EXERCISE DATA —
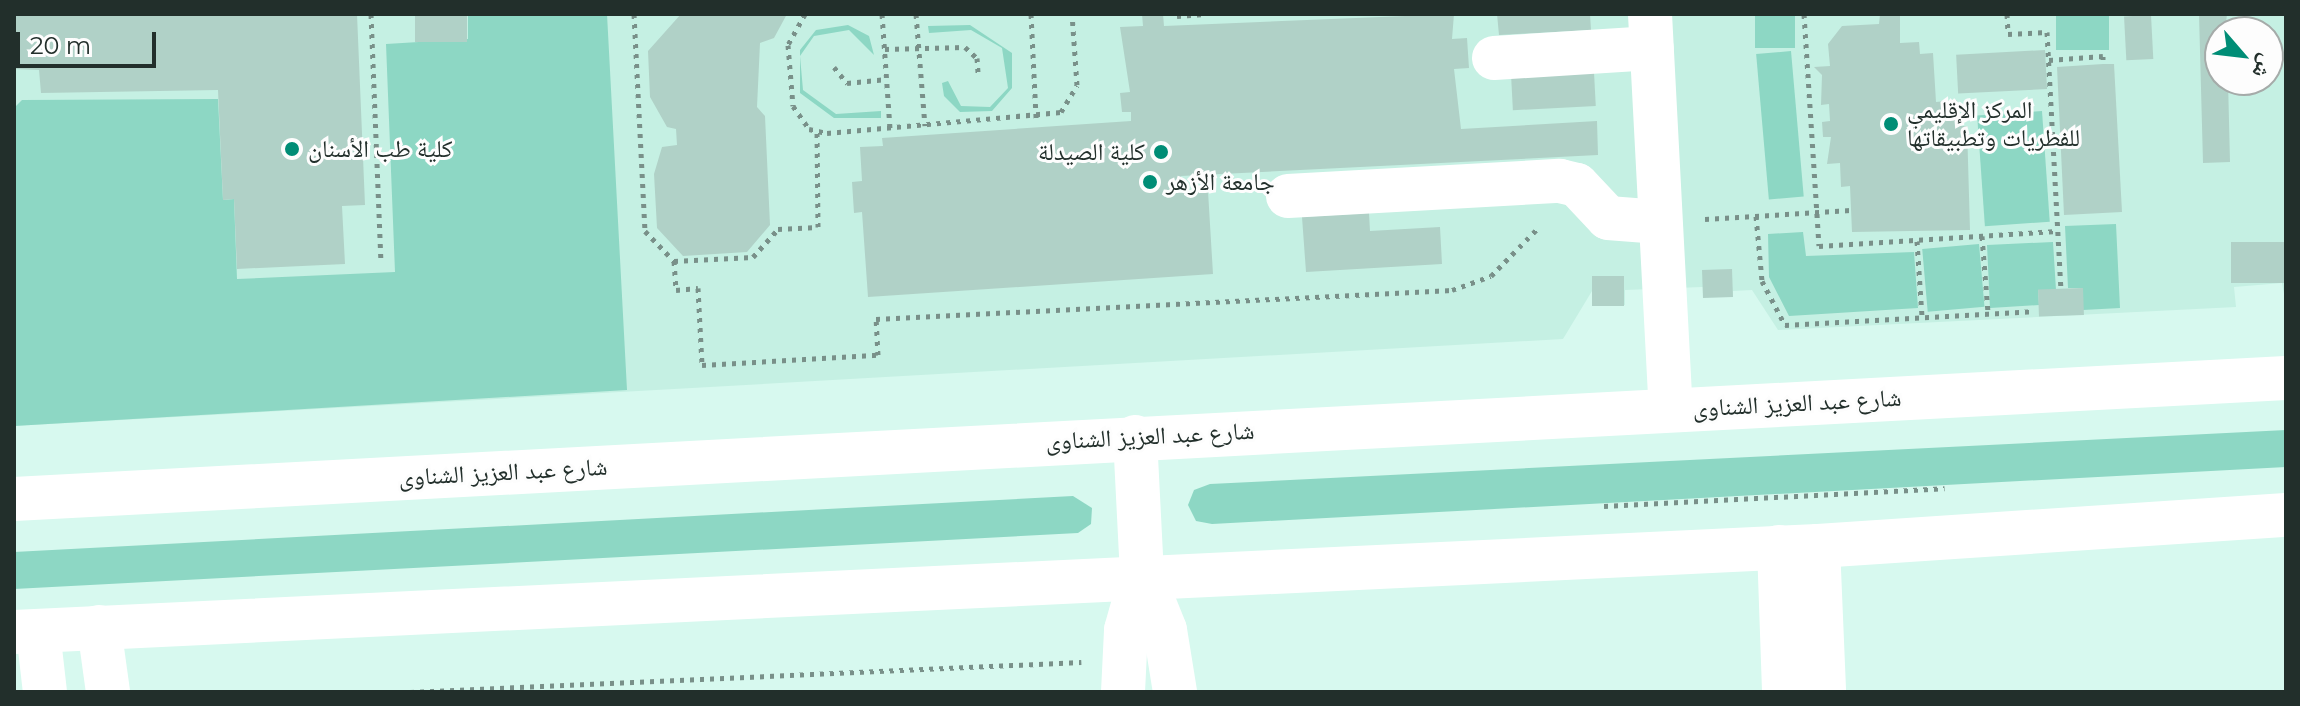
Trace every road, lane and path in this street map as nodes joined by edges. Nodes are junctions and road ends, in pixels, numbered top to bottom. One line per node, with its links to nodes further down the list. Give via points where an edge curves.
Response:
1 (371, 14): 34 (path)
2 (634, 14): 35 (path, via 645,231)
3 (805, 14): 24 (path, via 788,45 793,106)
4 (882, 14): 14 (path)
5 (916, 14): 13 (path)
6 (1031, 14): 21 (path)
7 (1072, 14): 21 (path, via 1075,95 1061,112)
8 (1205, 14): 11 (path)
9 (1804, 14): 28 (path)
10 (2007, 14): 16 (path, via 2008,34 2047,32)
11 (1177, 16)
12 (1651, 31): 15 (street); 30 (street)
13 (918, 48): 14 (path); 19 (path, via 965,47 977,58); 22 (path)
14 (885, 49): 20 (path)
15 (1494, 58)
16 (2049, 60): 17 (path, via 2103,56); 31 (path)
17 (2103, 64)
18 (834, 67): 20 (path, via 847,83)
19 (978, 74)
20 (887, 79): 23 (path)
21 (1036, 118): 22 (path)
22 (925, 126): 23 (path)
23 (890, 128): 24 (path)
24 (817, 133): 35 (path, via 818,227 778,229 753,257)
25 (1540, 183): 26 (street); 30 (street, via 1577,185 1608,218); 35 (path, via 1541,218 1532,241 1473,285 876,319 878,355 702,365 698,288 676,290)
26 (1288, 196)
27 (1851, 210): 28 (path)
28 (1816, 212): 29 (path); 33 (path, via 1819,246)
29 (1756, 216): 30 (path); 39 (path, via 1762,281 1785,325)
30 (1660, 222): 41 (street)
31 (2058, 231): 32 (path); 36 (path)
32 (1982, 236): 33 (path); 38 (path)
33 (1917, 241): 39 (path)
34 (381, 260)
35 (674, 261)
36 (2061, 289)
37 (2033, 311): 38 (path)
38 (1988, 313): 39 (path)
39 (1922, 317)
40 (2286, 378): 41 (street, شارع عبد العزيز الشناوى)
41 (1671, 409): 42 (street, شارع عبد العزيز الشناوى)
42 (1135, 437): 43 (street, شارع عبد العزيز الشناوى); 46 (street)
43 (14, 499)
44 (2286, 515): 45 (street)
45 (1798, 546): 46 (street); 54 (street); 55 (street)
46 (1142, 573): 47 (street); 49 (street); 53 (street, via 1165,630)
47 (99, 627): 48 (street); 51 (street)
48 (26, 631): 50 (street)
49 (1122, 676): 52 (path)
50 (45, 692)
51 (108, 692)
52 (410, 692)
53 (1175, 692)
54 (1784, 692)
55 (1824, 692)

WHAT YOU WILL DO — Copy the records exactly, leaving out every picture.

RESULT OF THE EXERCISE —
Trace every road, lane and path in this street map as nodes joined by edges. Nodes are junctions and road ends, in pixels, numbered top to bottom. One line per node, with its links to nodes further down the list. Give via points where an edge curves.
Response:
1 (371, 14): 34 (path)
2 (634, 14): 35 (path, via 645,231)
3 (805, 14): 24 (path, via 788,45 793,106)
4 (882, 14): 14 (path)
5 (916, 14): 13 (path)
6 (1031, 14): 21 (path)
7 (1072, 14): 21 (path, via 1075,95 1061,112)
8 (1205, 14): 11 (path)
9 (1804, 14): 28 (path)
10 (2007, 14): 16 (path, via 2008,34 2047,32)
11 (1177, 16)
12 (1651, 31): 15 (street); 30 (street)
13 (918, 48): 14 (path); 19 (path, via 965,47 977,58); 22 (path)
14 (885, 49): 20 (path)
15 (1494, 58)
16 (2049, 60): 17 (path, via 2103,56); 31 (path)
17 (2103, 64)
18 (834, 67): 20 (path, via 847,83)
19 (978, 74)
20 (887, 79): 23 (path)
21 (1036, 118): 22 (path)
22 (925, 126): 23 (path)
23 (890, 128): 24 (path)
24 (817, 133): 35 (path, via 818,227 778,229 753,257)
25 (1540, 183): 26 (street); 30 (street, via 1577,185 1608,218); 35 (path, via 1541,218 1532,241 1473,285 876,319 878,355 702,365 698,288 676,290)
26 (1288, 196)
27 (1851, 210): 28 (path)
28 (1816, 212): 29 (path); 33 (path, via 1819,246)
29 (1756, 216): 30 (path); 39 (path, via 1762,281 1785,325)
30 (1660, 222): 41 (street)
31 (2058, 231): 32 (path); 36 (path)
32 (1982, 236): 33 (path); 38 (path)
33 (1917, 241): 39 (path)
34 (381, 260)
35 (674, 261)
36 (2061, 289)
37 (2033, 311): 38 (path)
38 (1988, 313): 39 (path)
39 (1922, 317)
40 (2286, 378): 41 (street, شارع عبد العزيز الشناوى)
41 (1671, 409): 42 (street, شارع عبد العزيز الشناوى)
42 (1135, 437): 43 (street, شارع عبد العزيز الشناوى); 46 (street)
43 (14, 499)
44 (2286, 515): 45 (street)
45 (1798, 546): 46 (street); 54 (street); 55 (street)
46 (1142, 573): 47 (street); 49 (street); 53 (street, via 1165,630)
47 (99, 627): 48 (street); 51 (street)
48 (26, 631): 50 (street)
49 (1122, 676): 52 (path)
50 (45, 692)
51 (108, 692)
52 (410, 692)
53 (1175, 692)
54 (1784, 692)
55 (1824, 692)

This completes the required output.